The source code of CWAS-Plus is available via a GitHub repository (https://github.com/joonan-lab/cwas/) and Zenodo (https://doi.org/10.5281/zenodo.10795678) [59], with a user manual (https://cwas-plus.readthedocs.io/en/latest/). Both repositories are released under the MIT license. The scripts to produce the annotation dataset, along with the burden test results from the CWAS analyses conducted in this study, are available via Zenodo (https://doi.org/10.5281/zenodo.11240547) [60]. The Zenodo repository is released under the Creative Commons Attribution 4.0 International license. CWAS-Plus is written in Python (version 3.9), and is easy to install and use on Linux or Mac OS.
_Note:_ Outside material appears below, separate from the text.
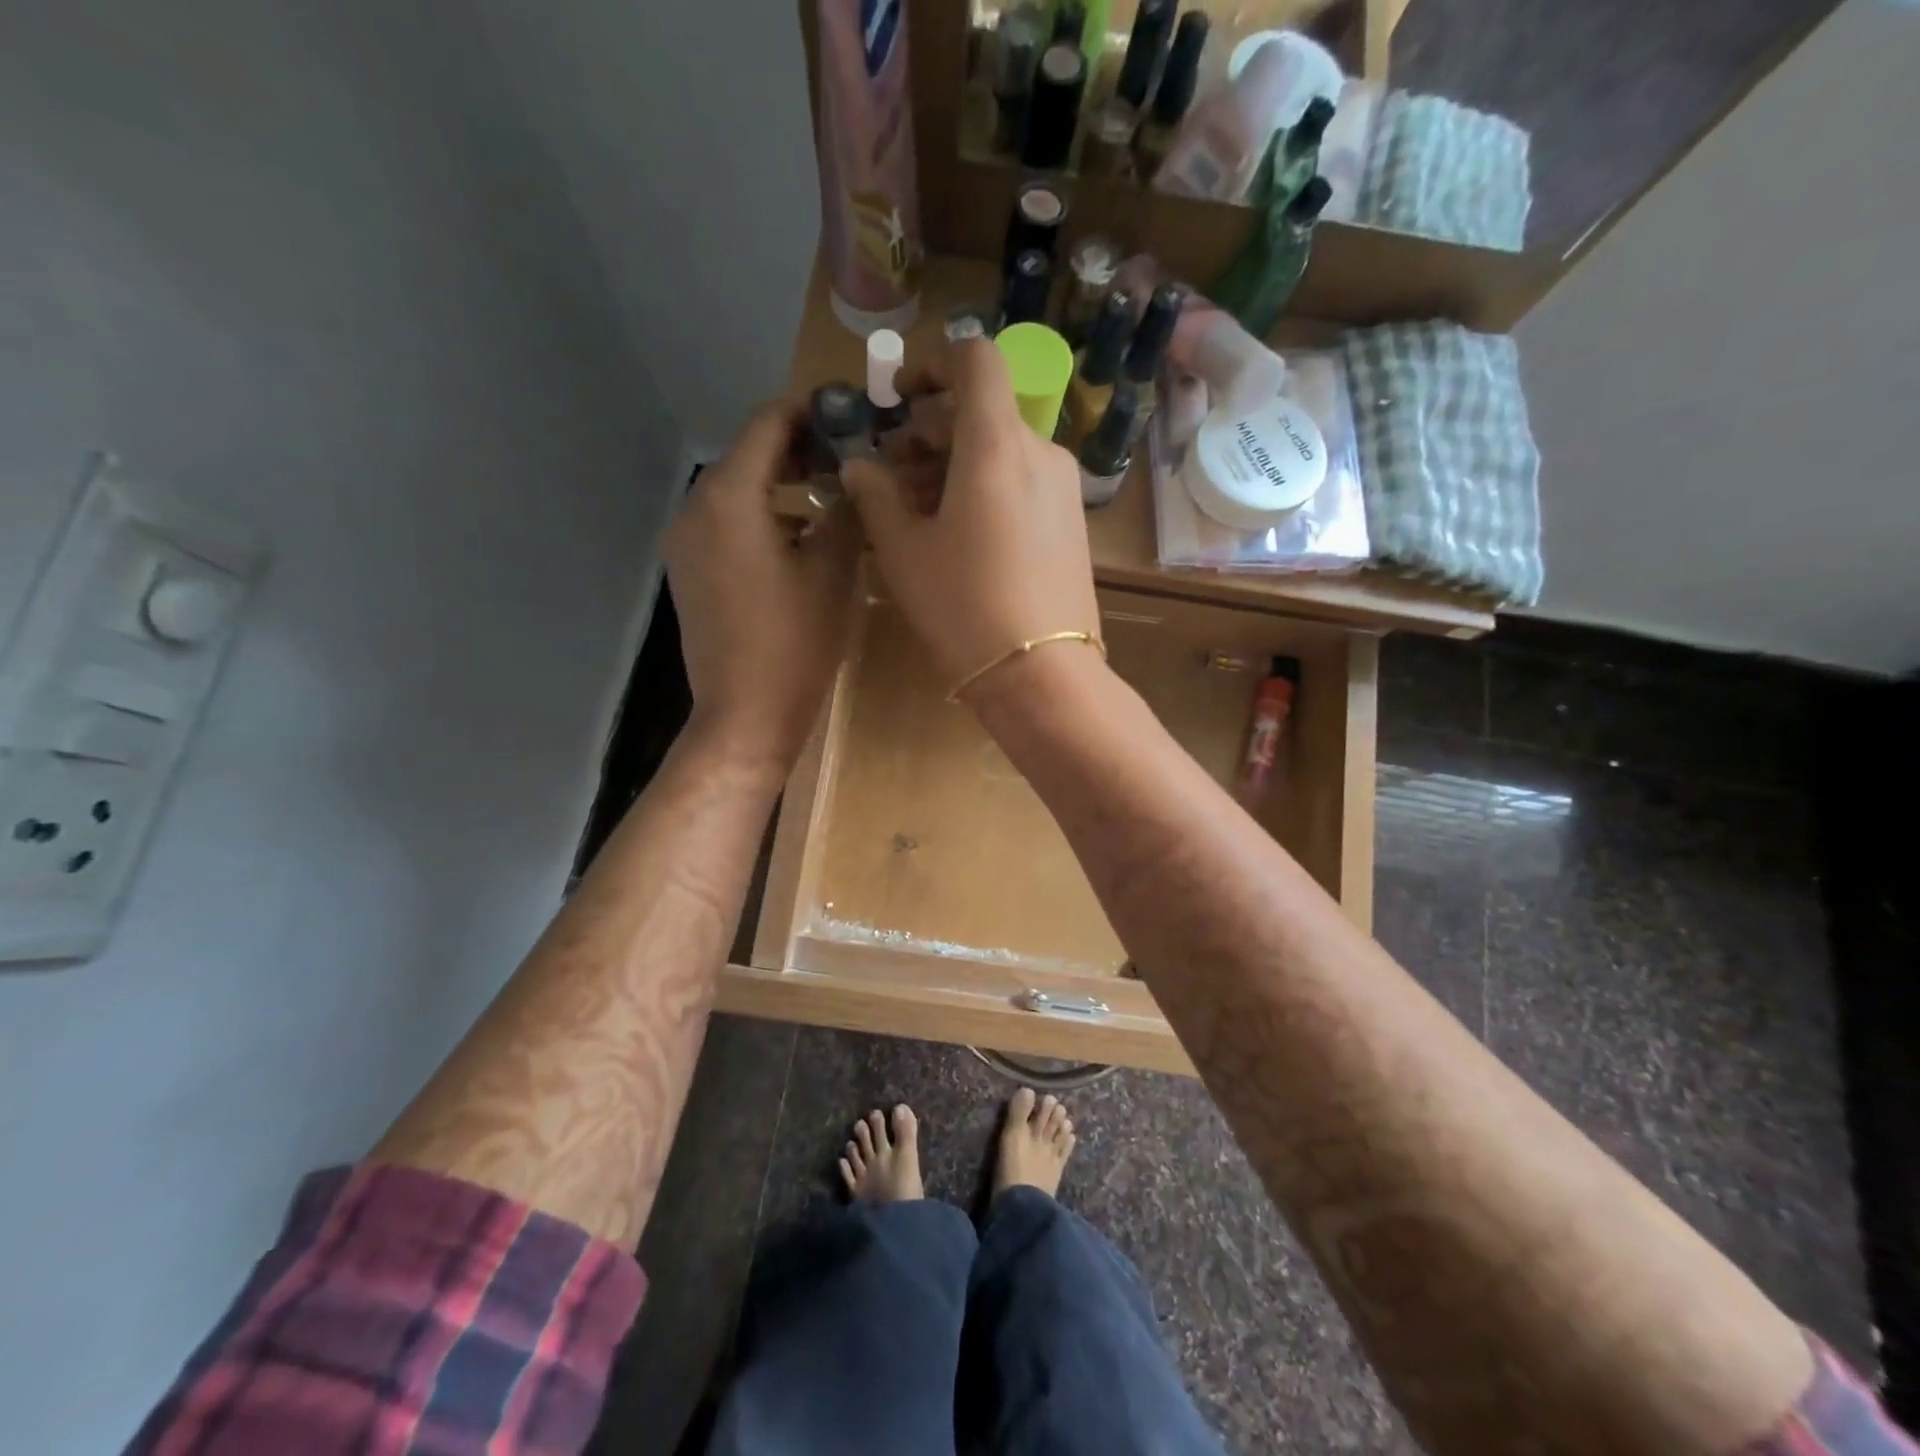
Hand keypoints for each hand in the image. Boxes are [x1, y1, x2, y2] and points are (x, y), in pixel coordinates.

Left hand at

De novo variants were obtained from the pVCF file, accessible with approval from the Simons Foundation Autism Research Initiative (SFARI Base; https://sfari.org/resources/sfari-base). ROSMAP WGS data can be requested at the AD Knowledge Portal under accession code syn10901595 (https://www.synapse.org/#!Synapse:syn10901595; see https://adknowledgeportal.synapse.org/Data%20Access for data access instructions).

Author contributions

Study design: Y.K., M.J., R.Y., D.W., K.R., B.D., S.S., and J.-Y.A. Data processing: Y.K., I.G.K., and H.L. Data analysis: Y.K. Package development: Y.K., M.J., I.G.K., J.H.K., S.S., and J.-Y.A. Manuscript preparation: Y.K., I.G.K., and J.-Y.A. Supervision: S.S., D.W., J.P., I.B.K., and J.-Y.A. All authors have read and approved the final draft of the manuscript for submission.

Ethics approval and consent to participate

Informed consent was obtained from all participants involved in the study by the Simons Foundation Autism Research Initiative (SFARI), and Religious Orders Study (ROS) and the Rush Memory and Aging Project (MAP). Data access and analyses were approved by the Institutional Review Board (IRB) of Korea University (approval number: KUIRB-2022-0409-03). The ROSMAP was approved by the IRB of Rush University Medical Center.